'''

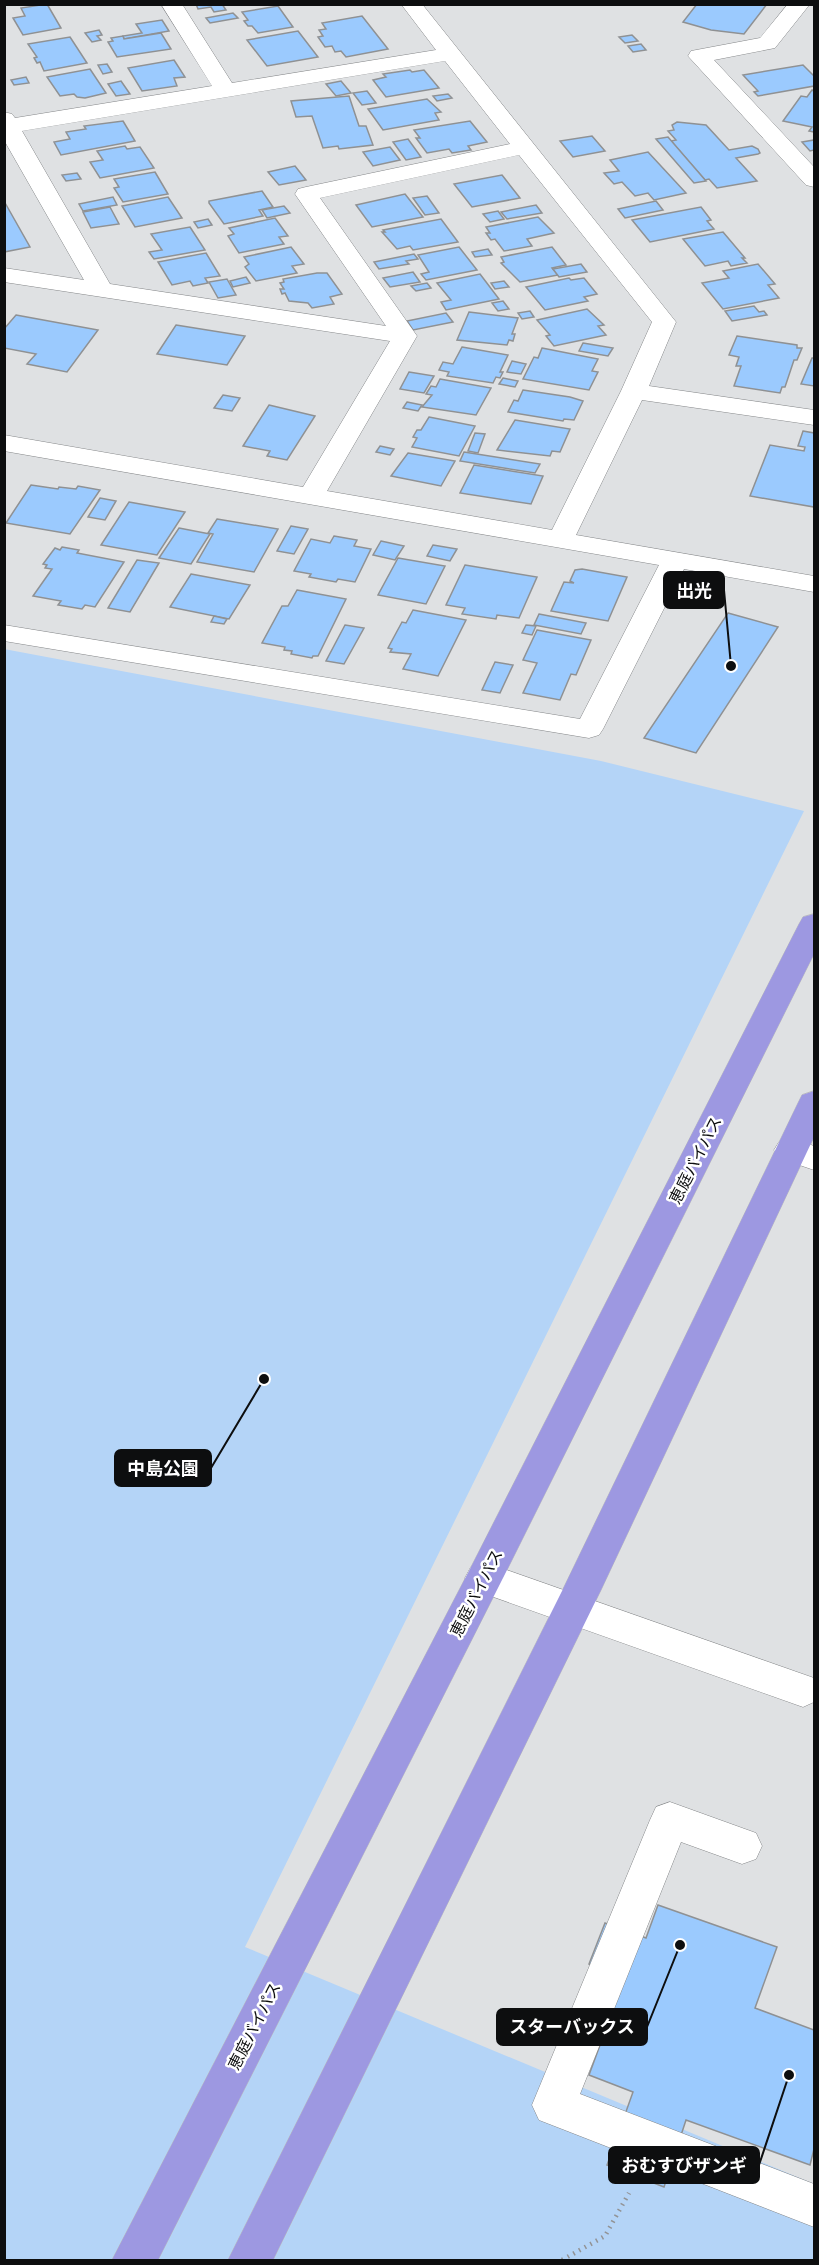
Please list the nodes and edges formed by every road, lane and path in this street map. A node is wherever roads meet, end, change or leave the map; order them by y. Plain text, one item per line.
1 (171, 4) edge
2 (411, 4) edge
3 (800, 4) edge
4 (449, 54) junction
5 (225, 89) junction
6 (7, 122) edge
7 (526, 147) junction
8 (814, 180) edge
9 (4, 275) edge
10 (102, 291) junction
11 (405, 336) junction
12 (634, 391) junction
13 (814, 417) edge
14 (4, 442) edge
15 (312, 495) junction
16 (561, 538) junction
17 (676, 559) junction
18 (814, 584) edge
19 (4, 633) edge
20 (814, 924) edge
21 (814, 1103) edge
22 (803, 1154) edge
23 (484, 1578) junction
24 (572, 1609) junction
25 (803, 1690) dead end
26 (742, 1846) dead end
27 (628, 2193) dead end
28 (814, 2205) edge
29 (134, 2260) edge
30 (250, 2260) edge
31 (562, 2260) edge

1 - 5 street
2 - 4 street
3 - 8 street
4 - 5 street
4 - 7 street
5 - 6 street
6 - 10 street
7 - 11 street
7 - 12 street
9 - 10 street
10 - 11 street
11 - 15 street
12 - 13 street
12 - 16 street
14 - 15 street
15 - 16 street
16 - 17 street
17 - 18 street
17 - 19 street
20 - 23 highway, 恵庭バイパス
21 - 22 highway
22 - 24 highway
23 - 24 street
23 - 29 highway, 恵庭バイパス
24 - 25 street
24 - 30 highway
26 - 28 street
27 - 31 path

'''

- **How to complete this task**
Work out how many lines of the data hold the string "junction". Reply with that number alone.

- **Output for this task**
11